Task statement
When a line below contains the word "nodes", it counts toward the total; give that total and nothing besides.

Dataset
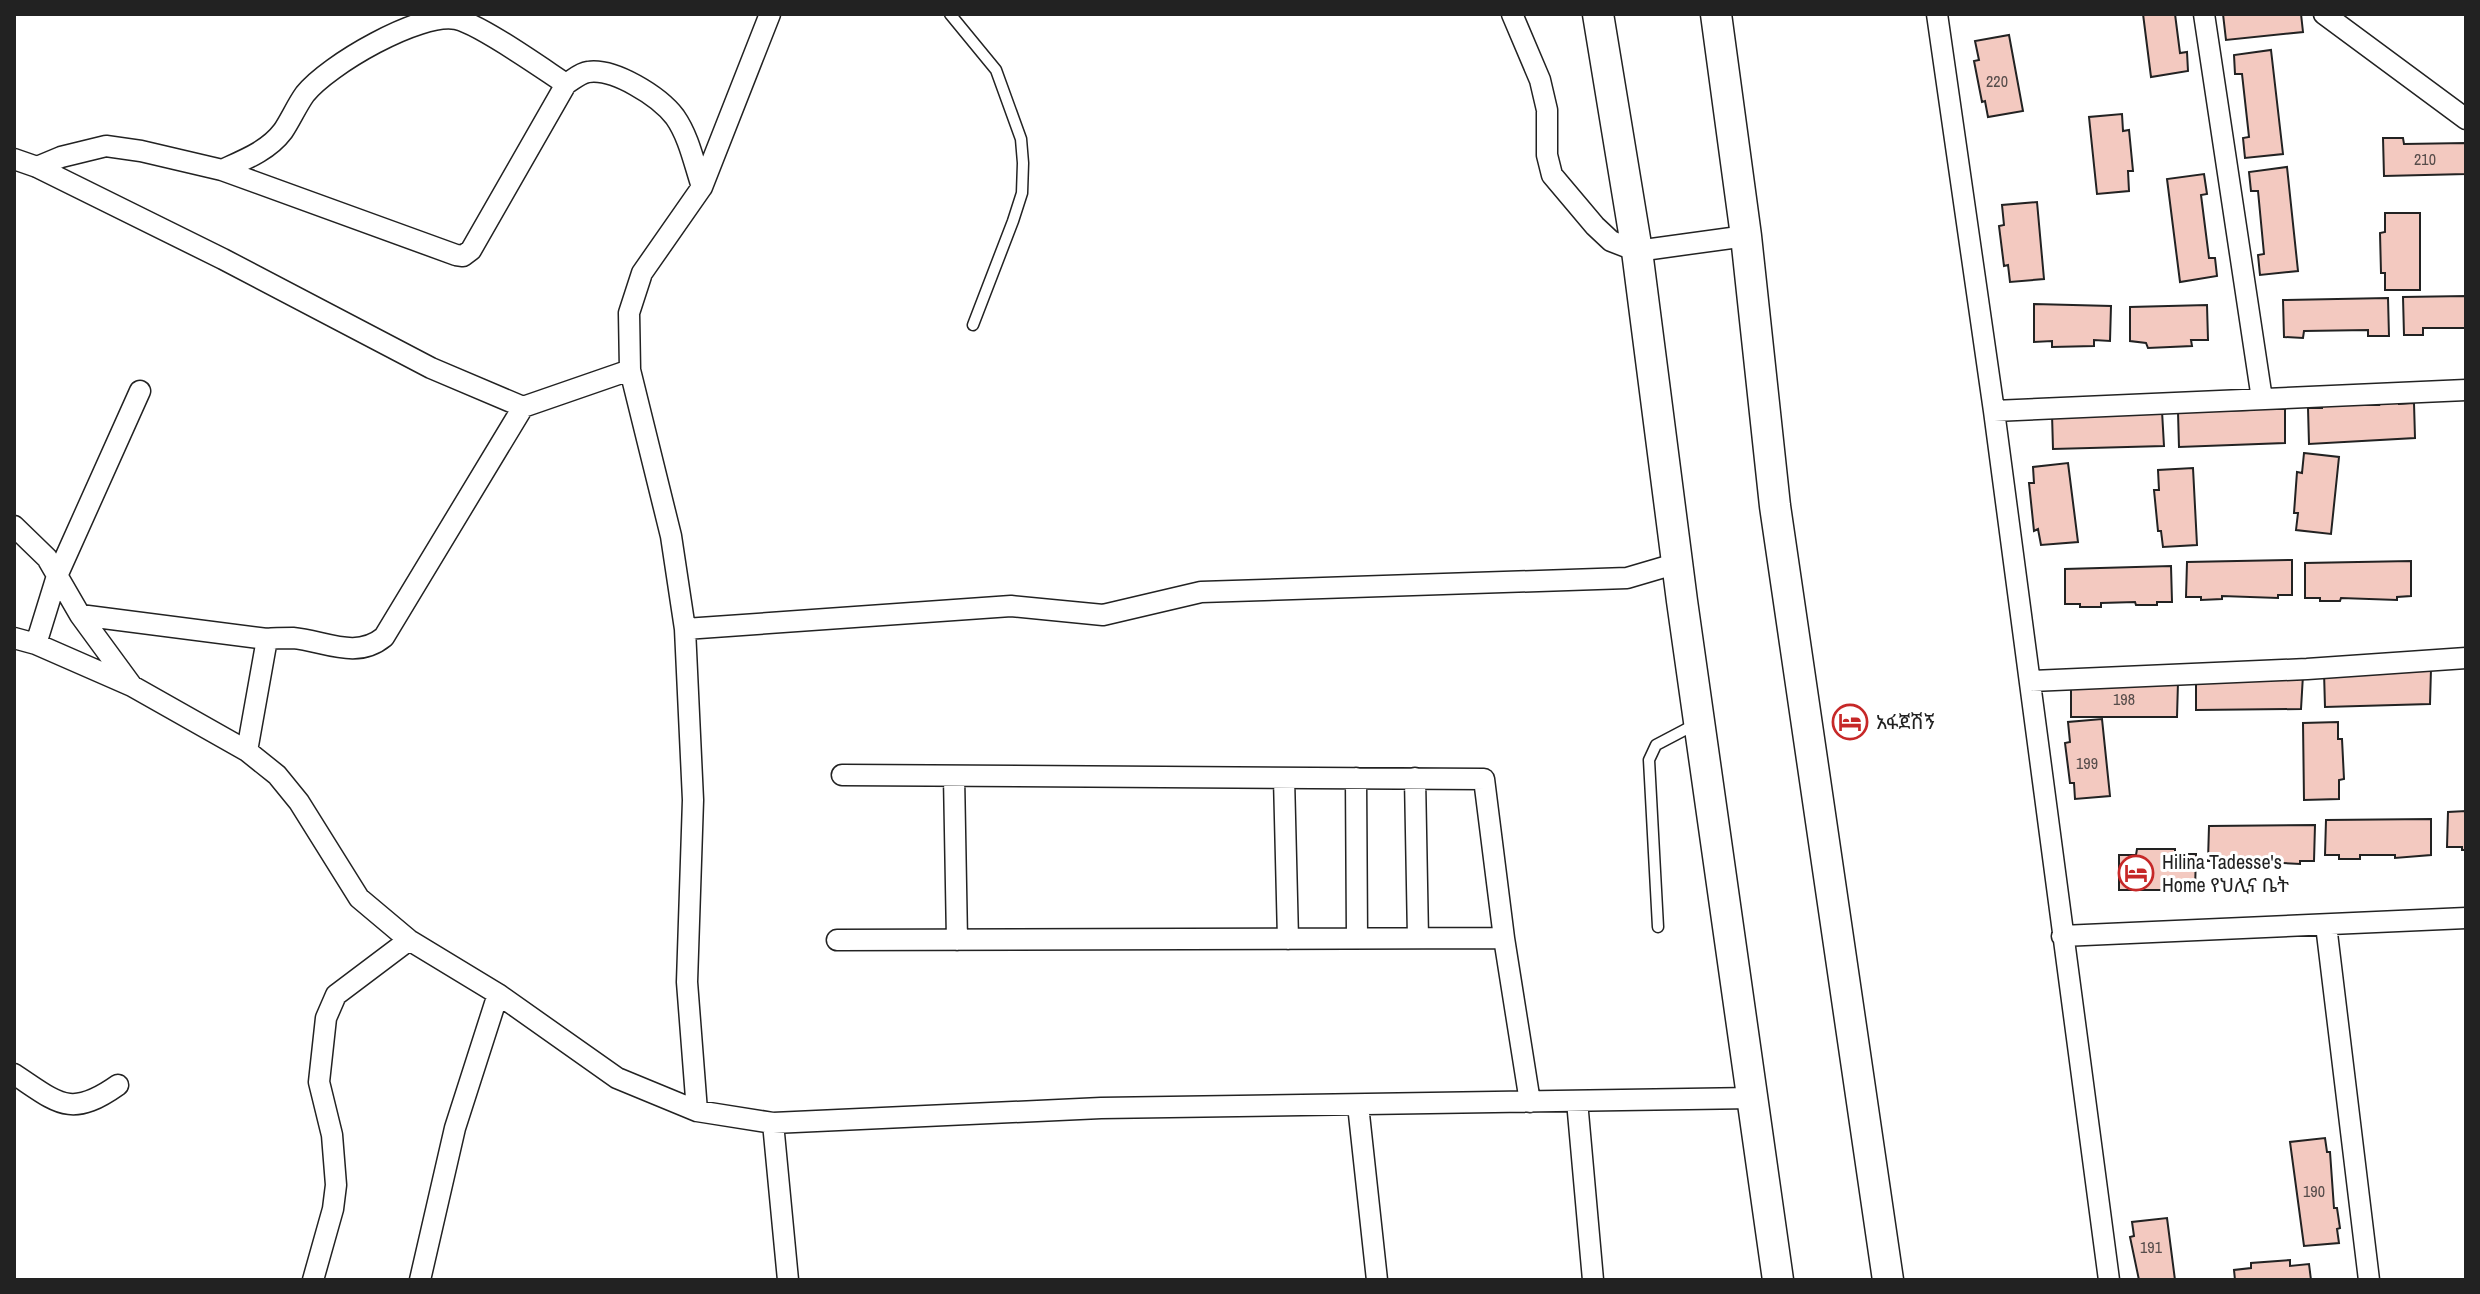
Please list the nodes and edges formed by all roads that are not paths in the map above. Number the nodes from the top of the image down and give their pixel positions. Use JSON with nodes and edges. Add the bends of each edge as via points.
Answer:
{"nodes":[{"id":1,"x":770,"y":14,"type":"edge"},
{"id":2,"x":950,"y":14,"type":"edge"},
{"id":3,"x":1512,"y":14,"type":"edge"},
{"id":4,"x":1598,"y":14,"type":"edge"},
{"id":5,"x":1716,"y":14,"type":"edge"},
{"id":6,"x":1937,"y":14,"type":"edge"},
{"id":7,"x":2204,"y":14,"type":"edge"},
{"id":8,"x":2324,"y":14,"type":"edge"},
{"id":9,"x":566,"y":84,"type":"junction"},
{"id":10,"x":2466,"y":119,"type":"edge"},
{"id":11,"x":14,"y":159,"type":"edge"},
{"id":12,"x":37,"y":167,"type":"junction"},
{"id":13,"x":222,"y":170,"type":"junction"},
{"id":14,"x":702,"y":187,"type":"junction"},
{"id":15,"x":1746,"y":236,"type":"junction"},
{"id":16,"x":1637,"y":251,"type":"junction"},
{"id":17,"x":973,"y":325,"type":"dead end"},
{"id":18,"x":630,"y":370,"type":"junction"},
{"id":19,"x":2466,"y":390,"type":"edge"},
{"id":20,"x":140,"y":391,"type":"dead end"},
{"id":21,"x":2262,"y":399,"type":"junction"},
{"id":22,"x":523,"y":407,"type":"junction"},
{"id":23,"x":1994,"y":411,"type":"junction"},
{"id":24,"x":14,"y":526,"type":"edge"},
{"id":25,"x":1678,"y":563,"type":"junction"},
{"id":26,"x":57,"y":576,"type":"junction"},
{"id":27,"x":80,"y":615,"type":"junction"},
{"id":28,"x":685,"y":629,"type":"junction"},
{"id":29,"x":14,"y":638,"type":"edge"},
{"id":30,"x":267,"y":639,"type":"junction"},
{"id":31,"x":36,"y":644,"type":"junction"},
{"id":32,"x":2466,"y":658,"type":"edge"},
{"id":33,"x":2030,"y":681,"type":"junction"},
{"id":34,"x":132,"y":686,"type":"junction"},
{"id":35,"x":1700,"y":723,"type":"junction"},
{"id":36,"x":247,"y":751,"type":"junction"},
{"id":37,"x":842,"y":775,"type":"dead end"},
{"id":38,"x":954,"y":776,"type":"junction"},
{"id":39,"x":1284,"y":778,"type":"junction"},
{"id":40,"x":1356,"y":778,"type":"junction"},
{"id":41,"x":1415,"y":778,"type":"junction"},
{"id":42,"x":2466,"y":918,"type":"edge"},
{"id":43,"x":2326,"y":925,"type":"junction"},
{"id":44,"x":1658,"y":927,"type":"dead end"},
{"id":45,"x":2062,"y":936,"type":"junction"},
{"id":46,"x":1357,"y":938,"type":"junction"},
{"id":47,"x":1418,"y":938,"type":"junction"},
{"id":48,"x":1504,"y":938,"type":"junction"},
{"id":49,"x":1288,"y":939,"type":"junction"},
{"id":50,"x":409,"y":940,"type":"junction"},
{"id":51,"x":837,"y":940,"type":"dead end"},
{"id":52,"x":957,"y":940,"type":"junction"},
{"id":53,"x":498,"y":994,"type":"junction"},
{"id":54,"x":14,"y":1074,"type":"edge"},
{"id":55,"x":118,"y":1085,"type":"dead end"},
{"id":56,"x":1753,"y":1098,"type":"junction"},
{"id":57,"x":1577,"y":1101,"type":"junction"},
{"id":58,"x":1530,"y":1102,"type":"junction"},
{"id":59,"x":1358,"y":1105,"type":"junction"},
{"id":60,"x":697,"y":1111,"type":"junction"},
{"id":61,"x":773,"y":1123,"type":"junction"},
{"id":62,"x":313,"y":1280,"type":"edge"},
{"id":63,"x":420,"y":1280,"type":"edge"},
{"id":64,"x":788,"y":1280,"type":"edge"},
{"id":65,"x":1377,"y":1280,"type":"edge"},
{"id":66,"x":1593,"y":1280,"type":"edge"},
{"id":67,"x":1778,"y":1280,"type":"edge"},
{"id":68,"x":1888,"y":1280,"type":"edge"},
{"id":69,"x":2109,"y":1280,"type":"edge"},
{"id":70,"x":2369,"y":1280,"type":"edge"}],
"edges":[{"from":1,"to":14,"type":"street"},
{"from":2,"to":17,"type":"lane","via":[[996,70],[1021,139],[1023,163],[1018,207]]},
{"from":3,"to":16,"type":"street","via":[[1540,80],[1552,175],[1611,241]]},
{"from":4,"to":16,"type":"main road"},
{"from":5,"to":15,"type":"main road"},
{"from":6,"to":23,"type":"street"},
{"from":7,"to":21,"type":"street"},
{"from":8,"to":10,"type":"street"},
{"from":9,"to":13,"type":"street","via":[[455,19],[430,21],[337,63],[306,93],[281,133],[262,151]]},
{"from":9,"to":13,"type":"street","via":[[463,256]]},
{"from":9,"to":14,"type":"street","via":[[585,72],[603,72],[659,101],[687,140]]},
{"from":11,"to":12,"type":"street"},
{"from":12,"to":13,"type":"street","via":[[106,146]]},
{"from":12,"to":22,"type":"street","via":[[431,368]]},
{"from":14,"to":18,"type":"street","via":[[642,273],[629,313]]},
{"from":15,"to":16,"type":"street"},
{"from":15,"to":68,"type":"main road","via":[[1775,506]]},
{"from":16,"to":25,"type":"main road"},
{"from":18,"to":22,"type":"street"},
{"from":18,"to":28,"type":"street","via":[[671,536]]},
{"from":19,"to":21,"type":"street"},
{"from":20,"to":26,"type":"street"},
{"from":21,"to":23,"type":"street"},
{"from":22,"to":30,"type":"street","via":[[384,637],[372,647],[352,650],[291,638]]},
{"from":23,"to":33,"type":"street"},
{"from":24,"to":26,"type":"street","via":[[47,558]]},
{"from":25,"to":28,"type":"street","via":[[1627,578],[1201,592],[1103,615],[1011,606]]},
{"from":25,"to":35,"type":"main road"},
{"from":26,"to":27,"type":"street"},
{"from":26,"to":31,"type":"street"},
{"from":27,"to":30,"type":"street"},
{"from":27,"to":34,"type":"street"},
{"from":28,"to":60,"type":"street","via":[[693,800],[687,982]]},
{"from":29,"to":31,"type":"street"},
{"from":30,"to":36,"type":"street"},
{"from":31,"to":34,"type":"street"},
{"from":32,"to":33,"type":"street"},
{"from":33,"to":45,"type":"street"},
{"from":34,"to":36,"type":"street"},
{"from":35,"to":44,"type":"lane","via":[[1656,745],[1649,760]]},
{"from":35,"to":56,"type":"main road"},
{"from":36,"to":50,"type":"street","via":[[299,802],[359,898]]},
{"from":37,"to":38,"type":"street"},
{"from":38,"to":39,"type":"street"},
{"from":38,"to":52,"type":"street"},
{"from":39,"to":40,"type":"street"},
{"from":39,"to":49,"type":"street"},
{"from":40,"to":41,"type":"street"},
{"from":40,"to":46,"type":"street"},
{"from":41,"to":47,"type":"street"},
{"from":41,"to":48,"type":"street","via":[[1484,779]]},
{"from":42,"to":43,"type":"street"},
{"from":43,"to":45,"type":"street"},
{"from":43,"to":70,"type":"street"},
{"from":45,"to":69,"type":"street"},
{"from":46,"to":47,"type":"street"},
{"from":46,"to":49,"type":"street"},
{"from":47,"to":48,"type":"street"},
{"from":48,"to":58,"type":"street"},
{"from":49,"to":52,"type":"street"},
{"from":50,"to":53,"type":"street"},
{"from":50,"to":62,"type":"street","via":[[336,995],[326,1018],[319,1082],[332,1135],[336,1185]]},
{"from":51,"to":52,"type":"street"},
{"from":53,"to":60,"type":"street","via":[[617,1078]]},
{"from":53,"to":63,"type":"street","via":[[455,1128]]},
{"from":54,"to":55,"type":"street","via":[[61,1105],[78,1105]]},
{"from":56,"to":57,"type":"street"},
{"from":56,"to":67,"type":"main road"},
{"from":57,"to":58,"type":"street"},
{"from":57,"to":66,"type":"street"},
{"from":58,"to":59,"type":"street"},
{"from":59,"to":61,"type":"street","via":[[1101,1108]]},
{"from":59,"to":65,"type":"street"},
{"from":60,"to":61,"type":"street"},
{"from":61,"to":64,"type":"street"}]}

The completed task
2